For being a free man.


----------



## Massa's Little Buckie (Apr 23, 2020)

Rest in piss Null


----------



## Mediocre (Apr 23, 2020)

Marissa Moira said:


> For being a free man.



HE WAS NOT DRIVING, HE WAS TRAVELLING AS A SOVEREIGN KIWI.


----------



## gangweedfan (Apr 23, 2020)

how long until they ban null from kiwi farms?


----------



## sperginity (Apr 23, 2020)

yahooway's curse strikes again


----------



## Nephi (Apr 23, 2020)

Mediocre said:


> HE WAS NOT DRIVING, HE WAS TRAVELLING AS A SOVEREIGN KIWI.


"LEVITICUS19_18 IS NOT MY HANDLE SIR, LEVITICUS19_18 IS A CORPORATION AND I'M NOT A CORPORATION I'M A PERSON, A FREE NET INHABITANT, THE INTERNET IS A SERIES OF TUBES, I'M NOT TWEETING, I'M TRAVELLING"



gangweedfan said:


> how long until they ban null from kiwi farms?


He can't keep getting away with it.


----------



## The Real SVP (Apr 23, 2020)

gangweedfan said:


> how long until they ban null from kiwi farms?

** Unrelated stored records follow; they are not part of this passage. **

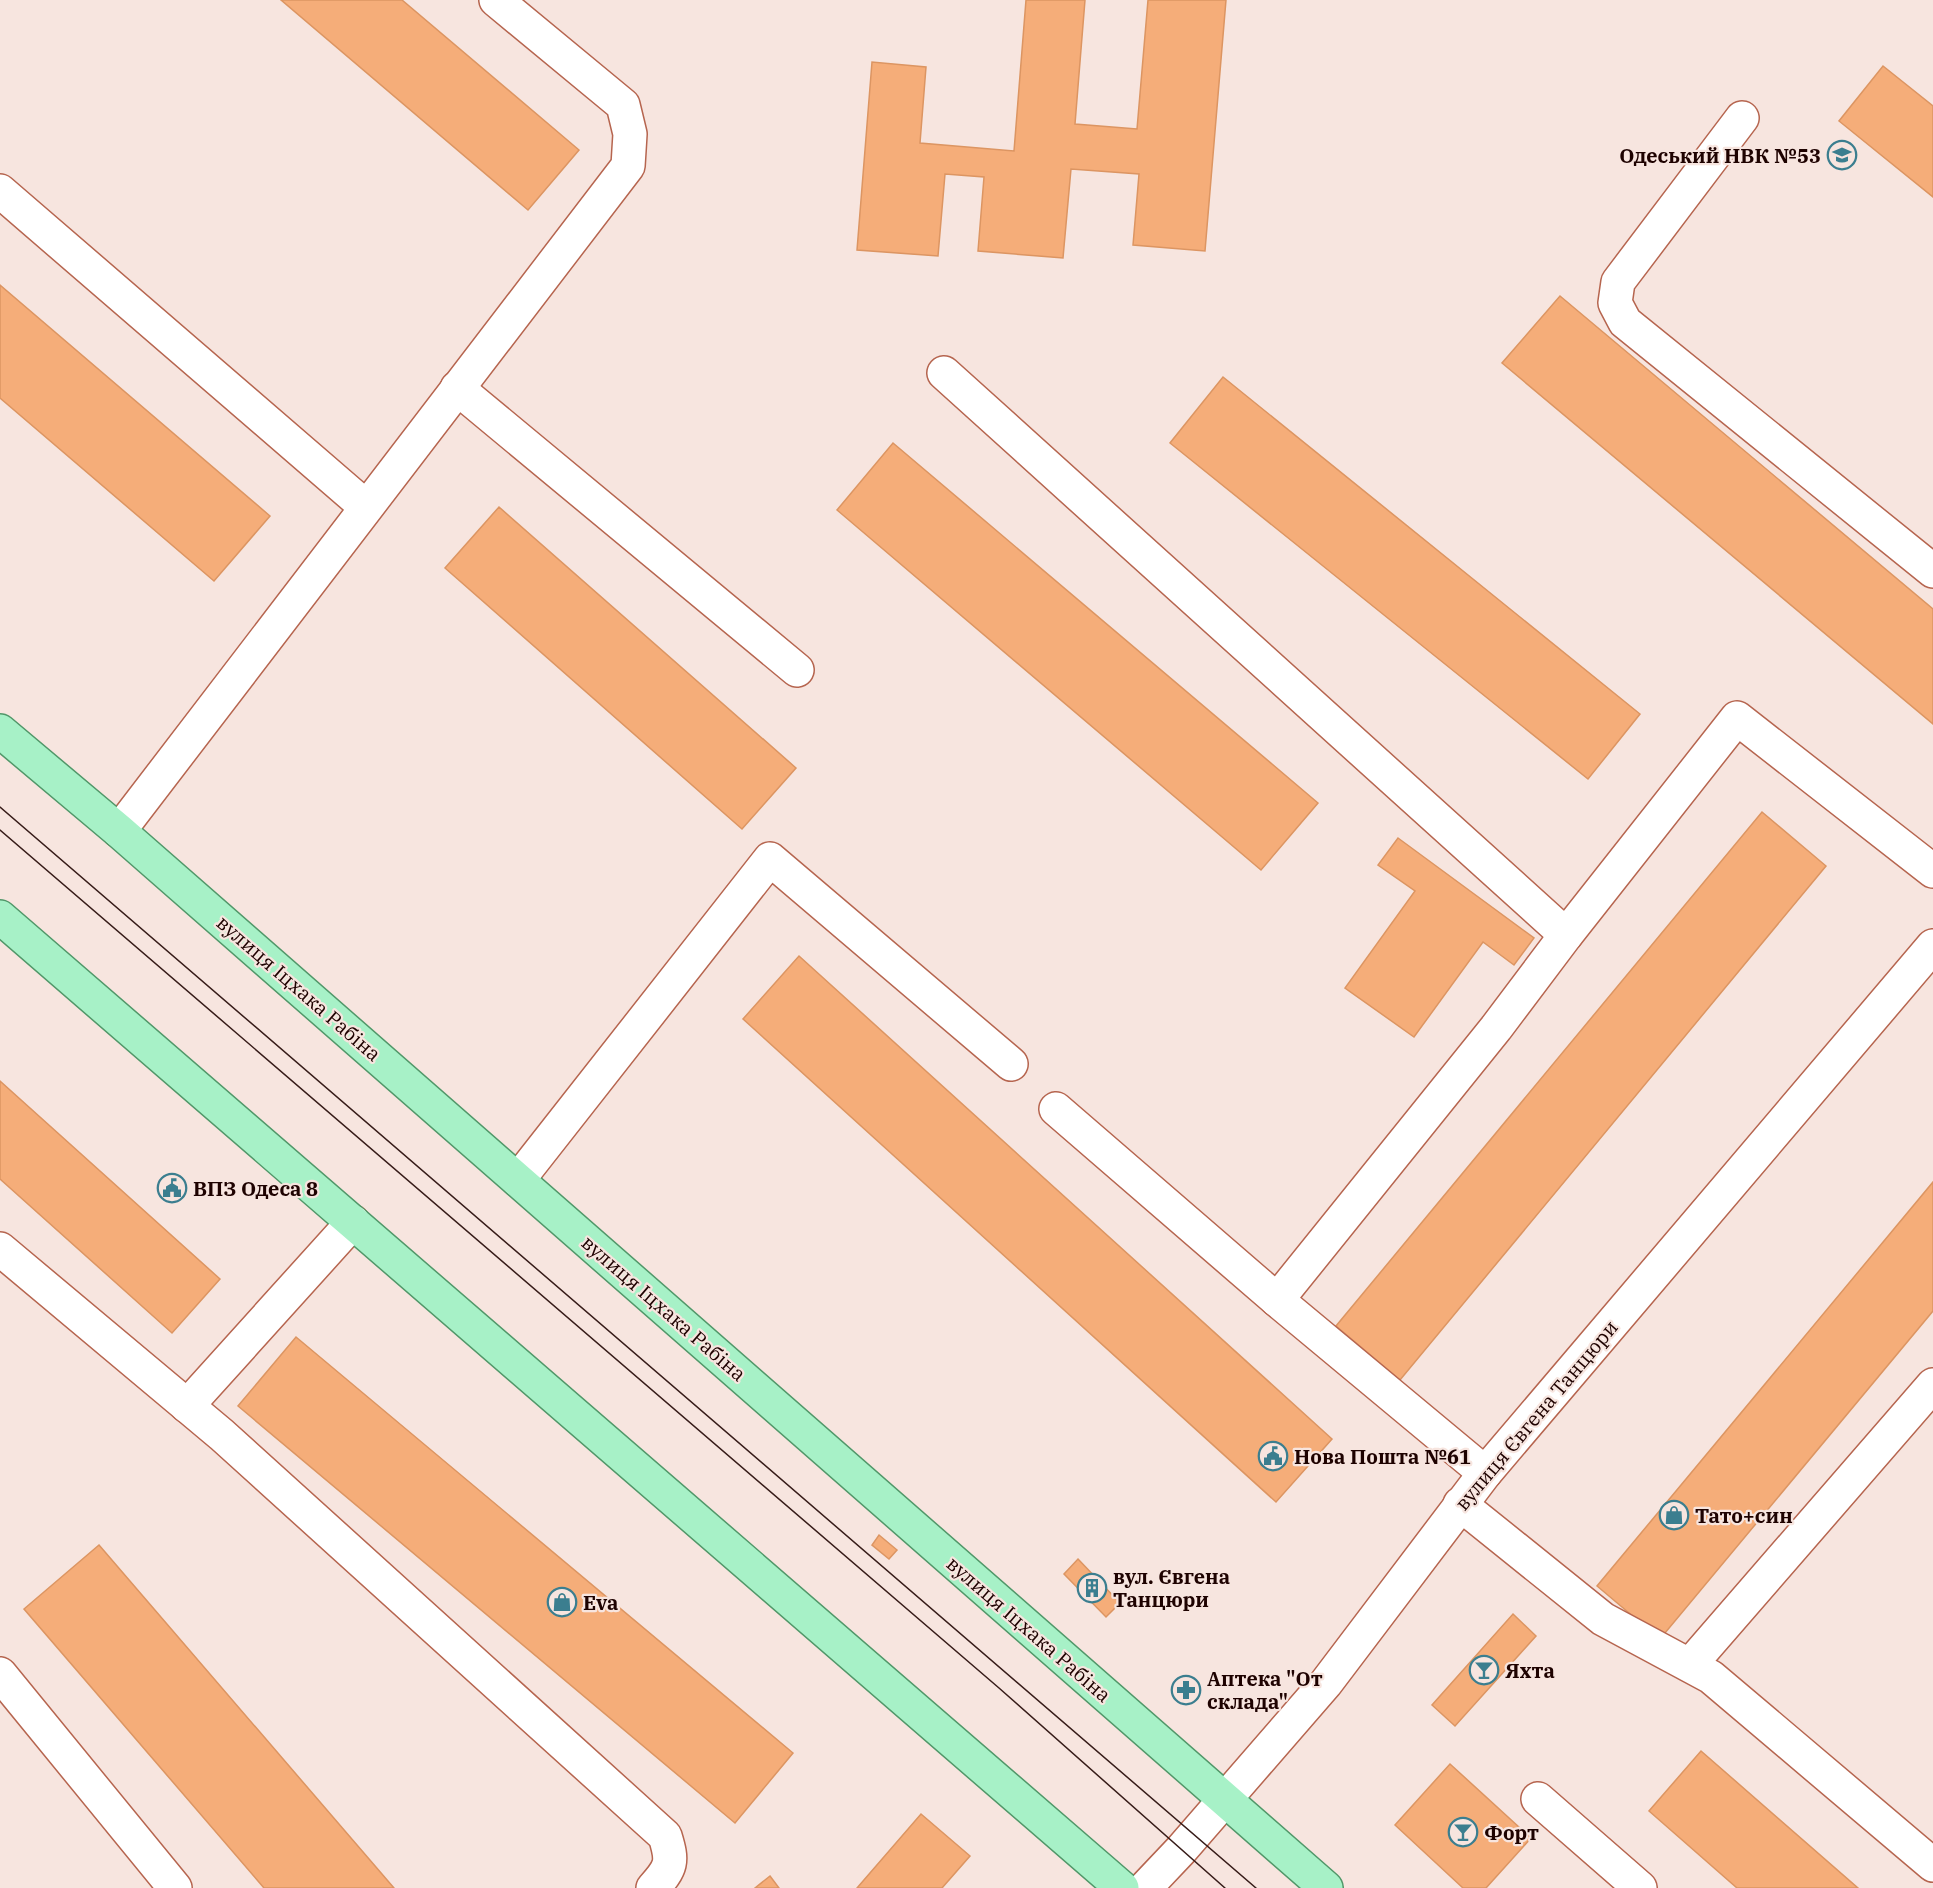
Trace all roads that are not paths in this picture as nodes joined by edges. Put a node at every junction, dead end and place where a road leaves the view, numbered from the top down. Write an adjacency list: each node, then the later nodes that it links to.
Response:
1 (496, 0): 5 (street)
2 (1742, 118): 7 (street)
3 (0, 191): 6 (street)
4 (944, 373): 13 (street)
5 (457, 388): 6 (street); 8 (street)
6 (366, 507): 10 (street)
7 (1933, 571)
8 (797, 670)
9 (0, 730): 10 (main road, вулиця Іцхака Рабіна)
10 (119, 831): 17 (main road, вулиця Іцхака Рабіна)
11 (1933, 871): 13 (street)
12 (0, 917): 18 (main road)
13 (1566, 935): 20 (street)
14 (1933, 946): 23 (street, вулиця Євгена Танцюри)
15 (1011, 1064): 17 (street)
16 (1056, 1109): 20 (street)
17 (518, 1180): 28 (main road, вулиця Іцхака Рабіна)
18 (353, 1222): 22 (street); 32 (main road)
19 (0, 1249): 22 (street)
20 (1277, 1300): 23 (street)
21 (1933, 1385): 25 (street)
22 (187, 1406): 31 (street)
23 (1485, 1473): 24 (street, вулиця Євгена Танцюри)
24 (1460, 1504): 25 (street); 28 (street, вулиця Євгена Танцюри)
25 (1690, 1665): 29 (street)
26 (0, 1674): 30 (street)
27 (1538, 1799): 35 (street)
28 (1224, 1800): 33 (street, вулиця Євгена Танцюри); 34 (main road, вулиця Іцхака Рабіна)
29 (1933, 1865)
30 (175, 1888)
31 (653, 1888)
32 (1122, 1888)
33 (1145, 1888)
34 (1326, 1888)
35 (1640, 1888)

They should really consider this. I heard he is a neonazi who operates a dark web site.


----------



## ⠠⠠⠅⠑⠋⠋⠁⠇⠎ ⠠⠠⠊⠎ ⠠⠠⠁ ⠠⠠⠋⠁⠛ (Apr 23, 2020)

I AM NaN
I AM A FREE MAN


----------



## void.exe crashed (Apr 23, 2020)

not surprised honestly, these ceo boomers of social media have a fork up their asses


----------



## The Real SVP (Apr 23, 2020)

void.exe crashed said:


> not surprised honestly, these ceo boomers of social media have a fork up their asses


Jack Dorsey is no boomer, but he certainly likes to put stuff up his ass.


----------



## The Saltening (Apr 23, 2020)

twitter is big faggot confirmed


----------



## Richard Harrow (Apr 23, 2020)

Twitter is an internet trashcan. Not a loss in my opinion.


----------



## Carcinogenesis (Apr 24, 2020)

I have no doubt that this has to do with 9chan.


----------



## Disgruntled Pupper (Apr 24, 2020)

Good. Twitter is an almost dead, irrelevant web relic that jornos keep alive to have something to point to pretend they have clout and people agreeing with them. It'd be less embarrassing and you'd reach more people if you had had an official Kiwi Farms facebook than a twitter.


----------



## Spergichu (Apr 24, 2020)

Free my nigga Josh.


----------



## Astro Galactic Megalul (Apr 24, 2020)

Can't wait for the day of Twitter's demise.


----------



## Mister Loser (Apr 24, 2020)

One word:
JULAAAAAAAAAAAAY


----------



## Pitaya Argbod (Apr 24, 2020)

Twatters are "celebrating" while our erverlerd lives rent free in their heads.


----------



## Lone Outsider (Apr 24, 2020)

Twitter done goffed.


----------



## AgriDrThunder (Apr 24, 2020)

Are we at 109 websites yet?...and remember the old Russian adage during tomorrow's MATI; _the Jersh will always tell you what happened to him, but he'll never tell you why._


----------



## Autisimodo (Apr 24, 2020)

Twitter bans our nigga Josh but they'll let Zoophiles and MAPs fester out in the open until they get mass-reported (which is an automatic suspension/ban).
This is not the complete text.